> _Task objective_
Without including any picture, return the complete set of records exactly.

· · · · ·

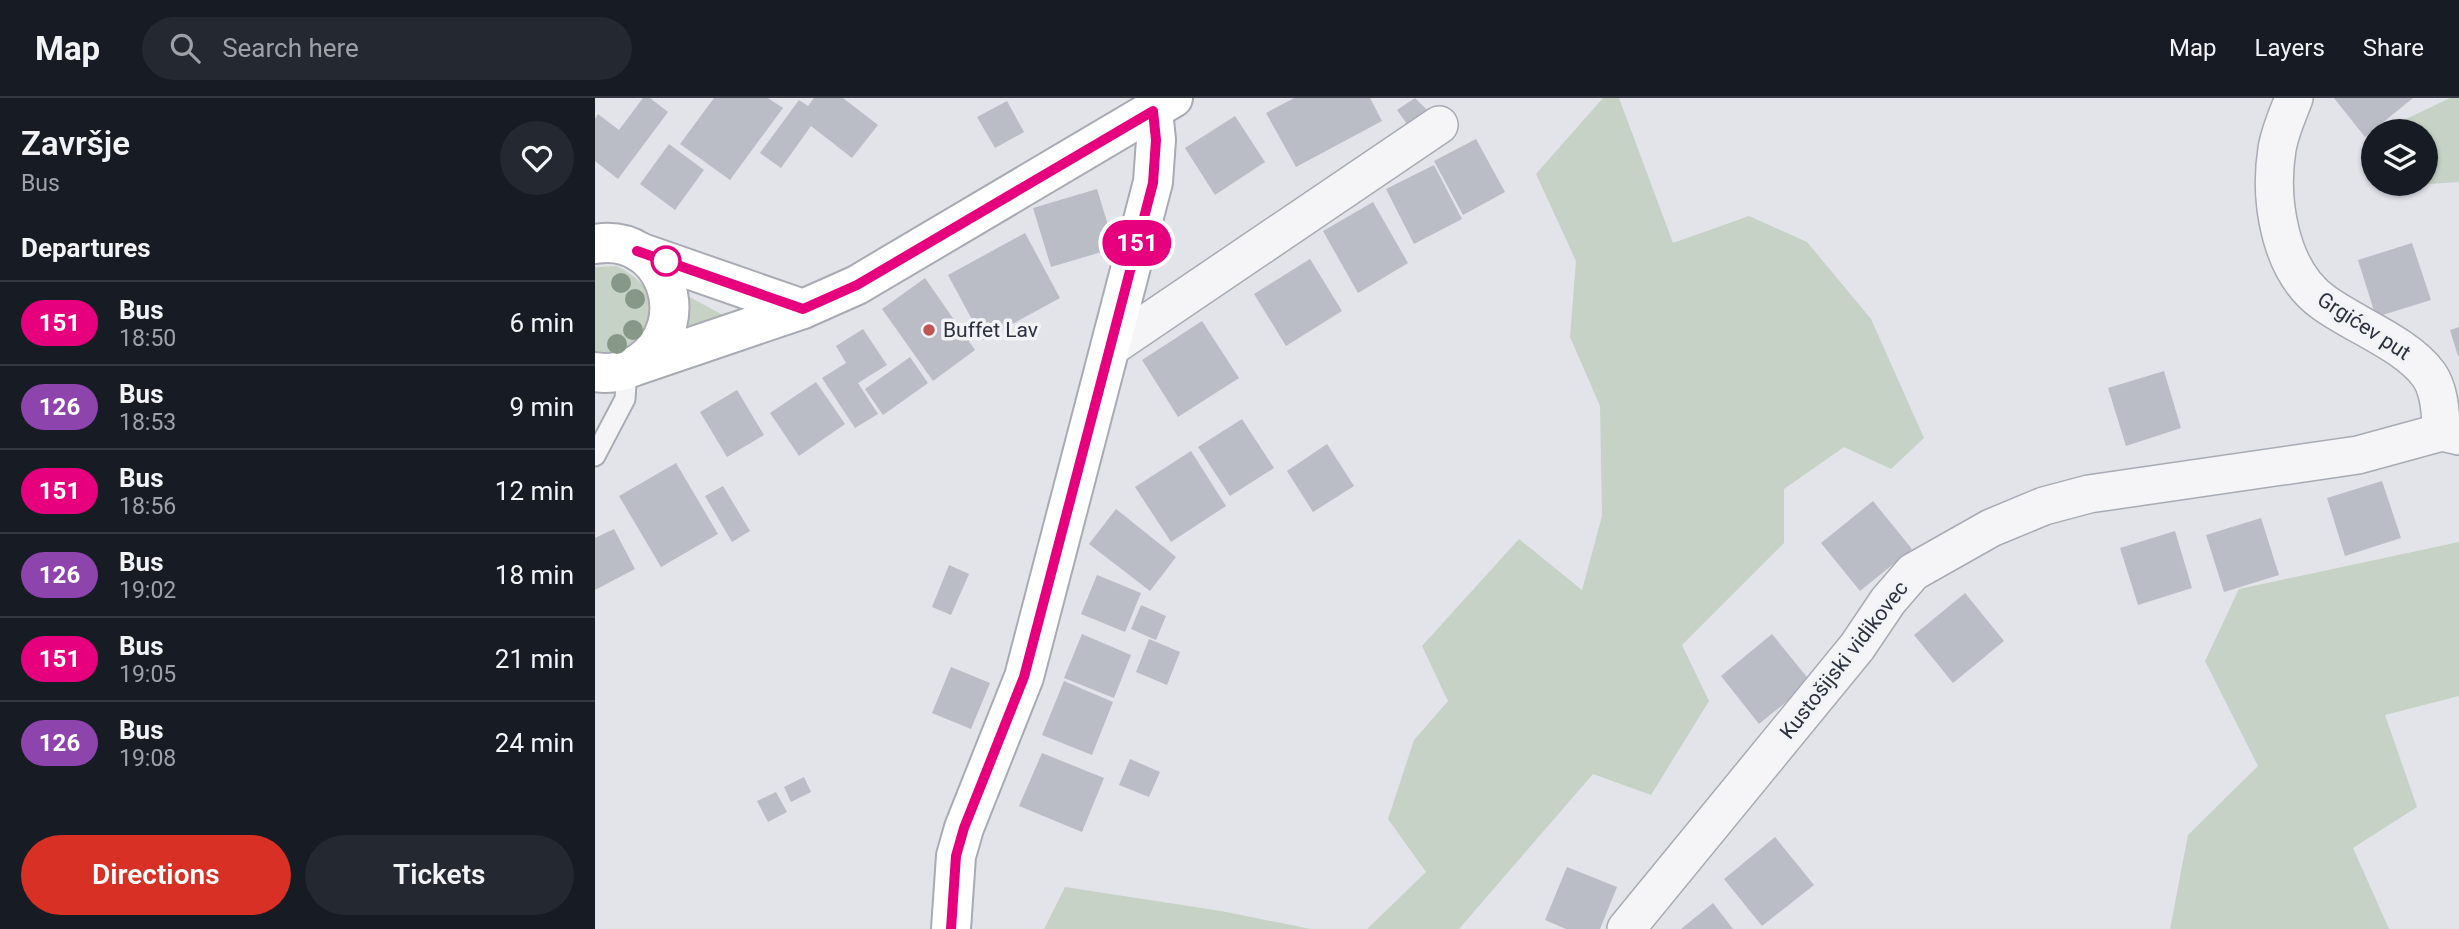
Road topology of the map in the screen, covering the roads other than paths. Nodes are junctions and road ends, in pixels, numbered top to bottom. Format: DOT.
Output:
graph roads {
  1 [pos="2294,98"];
  2 [pos="1163,104"];
  3 [pos="1439,125"];
  4 [pos="595,244"];
  5 [pos="637,251"];
  6 [pos="803,309"];
  7 [pos="1109,348"];
  8 [pos="619,369"];
  9 [pos="2451,434"];
  10 [pos="595,456"];
  11 [pos="951,929"];
  12 [pos="1626,929"];
  1 -- 9 [label="street, Grgićev put"];
  2 -- 6 [label="street"];
  2 -- 7 [label="street"];
  3 -- 7 [label="street"];
  4 -- 5 [label="street"];
  5 -- 6 [label="street"];
  5 -- 8 [label="street"];
  6 -- 8 [label="street"];
  7 -- 11 [label="street"];
  8 -- 10 [label="lane"];
  9 -- 12 [label="street, Kustošijski vidikovec"];
}
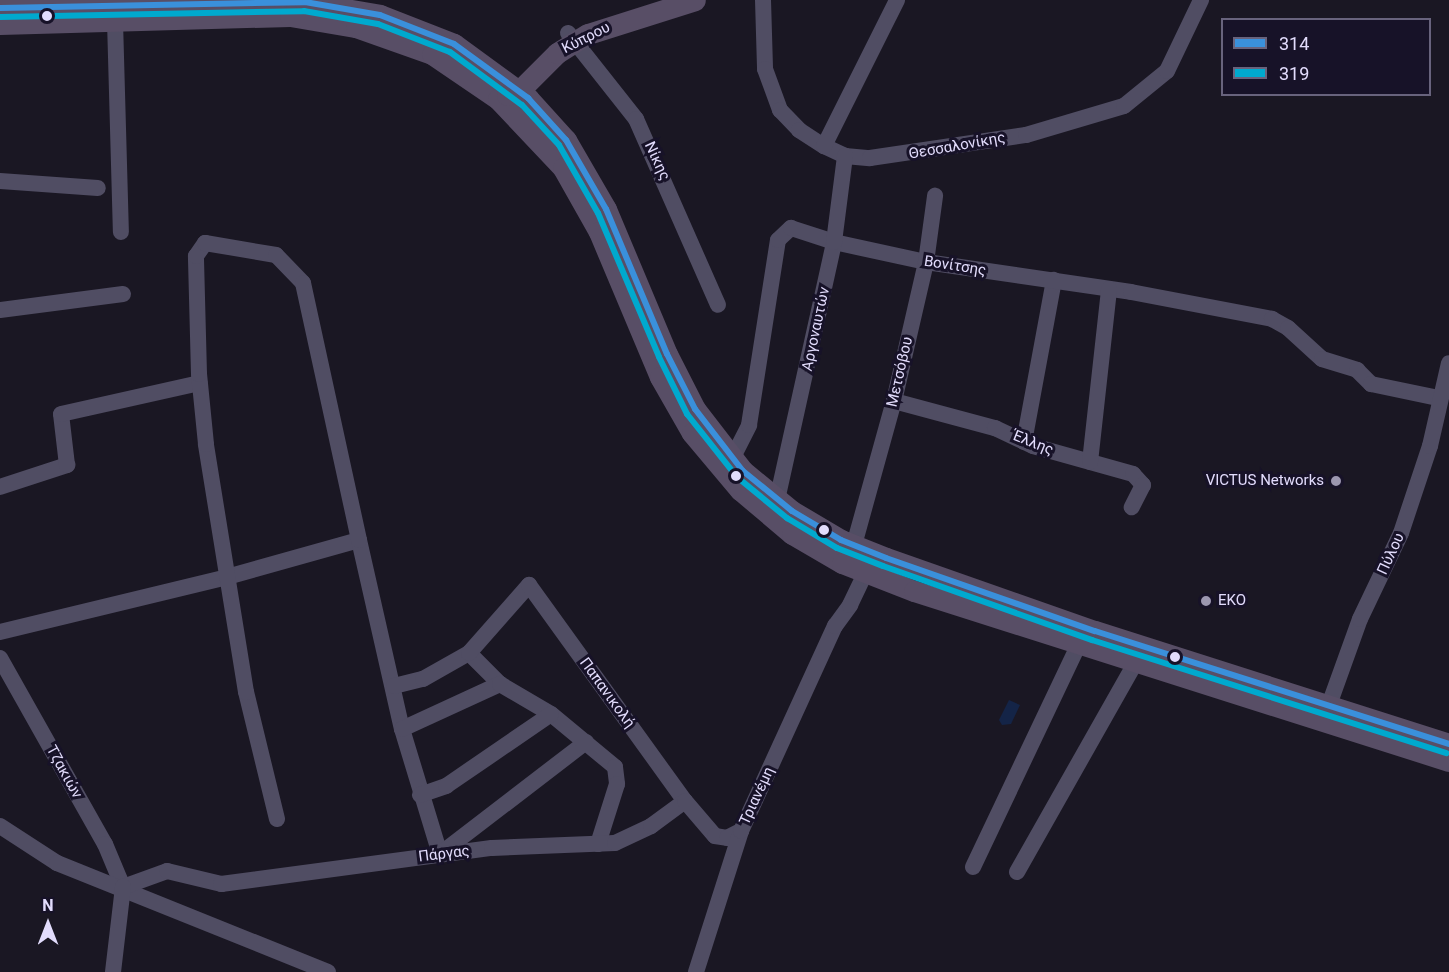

· · · · ·

> _Your response_
Road topology of the map in the screen, covering the roads other than paths. Nodes are junctions and road ends, in pixels, numbered top to bottom. Format: DOT.
Output:
graph roads {
  1 [pos="2294,98"];
  2 [pos="1163,104"];
  3 [pos="1439,125"];
  4 [pos="595,244"];
  5 [pos="637,251"];
  6 [pos="803,309"];
  7 [pos="1109,348"];
  8 [pos="619,369"];
  9 [pos="2451,434"];
  10 [pos="595,456"];
  11 [pos="951,929"];
  12 [pos="1626,929"];
  1 -- 9 [label="street, Grgićev put"];
  2 -- 6 [label="street"];
  2 -- 7 [label="street"];
  3 -- 7 [label="street"];
  4 -- 5 [label="street"];
  5 -- 6 [label="street"];
  5 -- 8 [label="street"];
  6 -- 8 [label="street"];
  7 -- 11 [label="street"];
  8 -- 10 [label="lane"];
  9 -- 12 [label="street, Kustošijski vidikovec"];
}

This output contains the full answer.